Despite the crucial importance of accurate event localizations, focal depths are generally poorly constrained, especially for very shallow events (depth <10 km), which are often mislocated. In this study, we investigate whether the event‑specific ground‑motion residuals, 𝛿𝐵𝑒, are correlated with focal depth. In particular, we examine whether and to what extent the focal depth influences
the spectral shape of the 𝛿𝐵𝑒 curves.
The residual investigated in this study are derived from the ITACAext 1.0 flatfile, which is related to the ITalian ACcelerometric Archive (i.e., ITACA database) and collects waveforms of seismic events with magnitude greater than 3.0, recorded in Italy since 1972. The residual analysis is conducted using the latest predictive ground-motion model for shallow crustal earthquakes in Italy as a reference. To emphasize the 𝛿𝐵𝑒 differences for events with varying focal depths, the attenuation in the groundmotion
model is measured using the Joyner-Boore distance.
A cluster analysis is applied on the 𝛿𝐵𝑒 spectral curves, revealing systematic trends that can be related to different focal depths. In particular, a cluster of very shallow earthquakes (<10 km; VSE) is identified. This cluster is characterized by 𝛿𝐵𝑒 amplitudes that are systematically positive at long periods (>1 s) and negative at short periods (<1 s). Opposite features are observed for deeper earthquakes (>10 km), with 𝛿𝐵𝑒 amplitudes that are systematically negative at long periods (>1 s) and positive at short periods (<1 s). As expected, the overall 𝛿𝐵𝑒 amplitudes of deep events decrease as depth increases.

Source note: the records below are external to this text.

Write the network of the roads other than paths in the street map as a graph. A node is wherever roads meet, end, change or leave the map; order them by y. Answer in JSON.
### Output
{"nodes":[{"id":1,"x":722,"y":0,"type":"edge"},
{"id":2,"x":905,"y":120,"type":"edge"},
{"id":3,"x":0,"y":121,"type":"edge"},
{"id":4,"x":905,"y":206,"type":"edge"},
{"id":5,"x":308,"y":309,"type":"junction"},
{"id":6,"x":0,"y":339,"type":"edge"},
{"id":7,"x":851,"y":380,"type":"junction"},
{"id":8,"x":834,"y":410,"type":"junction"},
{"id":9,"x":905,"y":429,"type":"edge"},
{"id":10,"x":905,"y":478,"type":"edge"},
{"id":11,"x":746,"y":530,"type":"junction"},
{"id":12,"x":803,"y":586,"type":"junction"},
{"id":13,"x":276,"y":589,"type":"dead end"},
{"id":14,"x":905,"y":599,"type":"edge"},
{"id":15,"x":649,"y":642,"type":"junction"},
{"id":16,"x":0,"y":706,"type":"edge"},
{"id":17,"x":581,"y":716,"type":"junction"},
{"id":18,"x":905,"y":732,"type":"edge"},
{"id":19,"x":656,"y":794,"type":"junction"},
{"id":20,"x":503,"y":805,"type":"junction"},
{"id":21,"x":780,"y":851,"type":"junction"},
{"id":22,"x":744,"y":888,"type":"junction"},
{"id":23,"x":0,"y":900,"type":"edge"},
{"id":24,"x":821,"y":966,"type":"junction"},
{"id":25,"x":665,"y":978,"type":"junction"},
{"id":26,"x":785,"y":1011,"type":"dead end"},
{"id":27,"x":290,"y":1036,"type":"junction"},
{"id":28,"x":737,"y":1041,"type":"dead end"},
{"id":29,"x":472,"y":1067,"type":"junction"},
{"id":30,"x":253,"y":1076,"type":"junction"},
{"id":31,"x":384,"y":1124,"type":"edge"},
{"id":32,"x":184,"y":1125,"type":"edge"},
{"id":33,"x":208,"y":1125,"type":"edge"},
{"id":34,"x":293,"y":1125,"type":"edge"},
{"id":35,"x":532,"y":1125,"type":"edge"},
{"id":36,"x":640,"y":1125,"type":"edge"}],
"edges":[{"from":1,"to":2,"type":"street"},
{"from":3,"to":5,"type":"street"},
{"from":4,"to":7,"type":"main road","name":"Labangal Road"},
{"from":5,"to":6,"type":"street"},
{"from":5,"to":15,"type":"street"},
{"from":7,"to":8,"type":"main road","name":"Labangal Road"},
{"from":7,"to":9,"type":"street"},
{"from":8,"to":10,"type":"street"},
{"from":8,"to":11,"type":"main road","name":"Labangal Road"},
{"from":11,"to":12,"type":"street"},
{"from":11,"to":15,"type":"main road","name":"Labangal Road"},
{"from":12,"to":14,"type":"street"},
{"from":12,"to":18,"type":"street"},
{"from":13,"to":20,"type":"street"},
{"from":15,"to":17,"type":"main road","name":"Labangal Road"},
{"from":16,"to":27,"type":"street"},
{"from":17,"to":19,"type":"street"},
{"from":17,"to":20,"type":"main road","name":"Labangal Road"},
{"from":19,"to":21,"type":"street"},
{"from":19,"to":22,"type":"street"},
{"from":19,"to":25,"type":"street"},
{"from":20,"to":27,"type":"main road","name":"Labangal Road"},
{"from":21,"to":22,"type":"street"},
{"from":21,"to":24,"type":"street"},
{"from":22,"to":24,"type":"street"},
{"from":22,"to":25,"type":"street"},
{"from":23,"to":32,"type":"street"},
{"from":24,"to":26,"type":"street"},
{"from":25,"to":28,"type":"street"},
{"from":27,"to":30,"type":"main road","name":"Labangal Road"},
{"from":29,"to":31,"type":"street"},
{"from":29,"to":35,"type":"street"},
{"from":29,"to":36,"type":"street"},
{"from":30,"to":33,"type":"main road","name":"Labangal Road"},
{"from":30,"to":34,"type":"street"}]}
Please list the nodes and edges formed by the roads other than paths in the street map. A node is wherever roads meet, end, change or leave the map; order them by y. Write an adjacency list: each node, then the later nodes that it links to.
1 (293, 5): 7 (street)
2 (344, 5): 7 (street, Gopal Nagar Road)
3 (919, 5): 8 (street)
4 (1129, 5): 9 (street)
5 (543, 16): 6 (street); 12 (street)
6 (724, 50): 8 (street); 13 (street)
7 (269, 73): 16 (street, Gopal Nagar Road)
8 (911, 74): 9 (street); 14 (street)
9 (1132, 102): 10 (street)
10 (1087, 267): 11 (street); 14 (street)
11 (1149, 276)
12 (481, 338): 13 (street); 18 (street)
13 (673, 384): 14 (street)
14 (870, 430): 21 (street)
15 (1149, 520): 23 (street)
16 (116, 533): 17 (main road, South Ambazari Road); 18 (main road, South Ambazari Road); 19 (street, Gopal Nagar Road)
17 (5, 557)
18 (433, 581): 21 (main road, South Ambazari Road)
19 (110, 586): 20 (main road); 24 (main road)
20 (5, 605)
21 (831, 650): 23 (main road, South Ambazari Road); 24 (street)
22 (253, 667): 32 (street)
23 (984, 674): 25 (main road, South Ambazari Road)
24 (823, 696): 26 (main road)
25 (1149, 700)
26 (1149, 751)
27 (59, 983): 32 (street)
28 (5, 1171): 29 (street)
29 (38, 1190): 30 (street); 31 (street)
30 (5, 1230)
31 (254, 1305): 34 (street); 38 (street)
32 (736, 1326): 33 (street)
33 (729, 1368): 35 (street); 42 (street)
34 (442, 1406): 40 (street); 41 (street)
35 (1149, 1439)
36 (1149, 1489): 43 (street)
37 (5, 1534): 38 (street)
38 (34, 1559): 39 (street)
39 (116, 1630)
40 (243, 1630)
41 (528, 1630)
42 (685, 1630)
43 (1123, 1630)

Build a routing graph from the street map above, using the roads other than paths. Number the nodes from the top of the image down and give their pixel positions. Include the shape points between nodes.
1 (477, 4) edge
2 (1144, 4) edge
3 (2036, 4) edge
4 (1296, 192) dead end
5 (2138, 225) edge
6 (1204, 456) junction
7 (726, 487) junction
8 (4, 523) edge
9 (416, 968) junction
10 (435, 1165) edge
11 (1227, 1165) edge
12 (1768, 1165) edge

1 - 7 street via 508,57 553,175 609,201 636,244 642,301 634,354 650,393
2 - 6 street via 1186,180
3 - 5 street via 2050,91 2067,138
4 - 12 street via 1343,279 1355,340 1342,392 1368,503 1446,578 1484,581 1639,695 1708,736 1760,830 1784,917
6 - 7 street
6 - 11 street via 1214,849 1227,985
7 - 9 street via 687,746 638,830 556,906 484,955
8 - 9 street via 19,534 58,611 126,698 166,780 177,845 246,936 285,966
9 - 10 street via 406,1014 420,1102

The proposed method appears to be a promising tool for identifying mislocated events or detecting earthquakes erroneously classified as shallow crustal seismicity (i.e., very shallow earthquakes of volcanic origin or deep earthquakes in subduction areas). Improving the estimates of focal depths would lead to a reduction in the variability of the ground motion models in epicentral area, with significant implications on hazard estimates.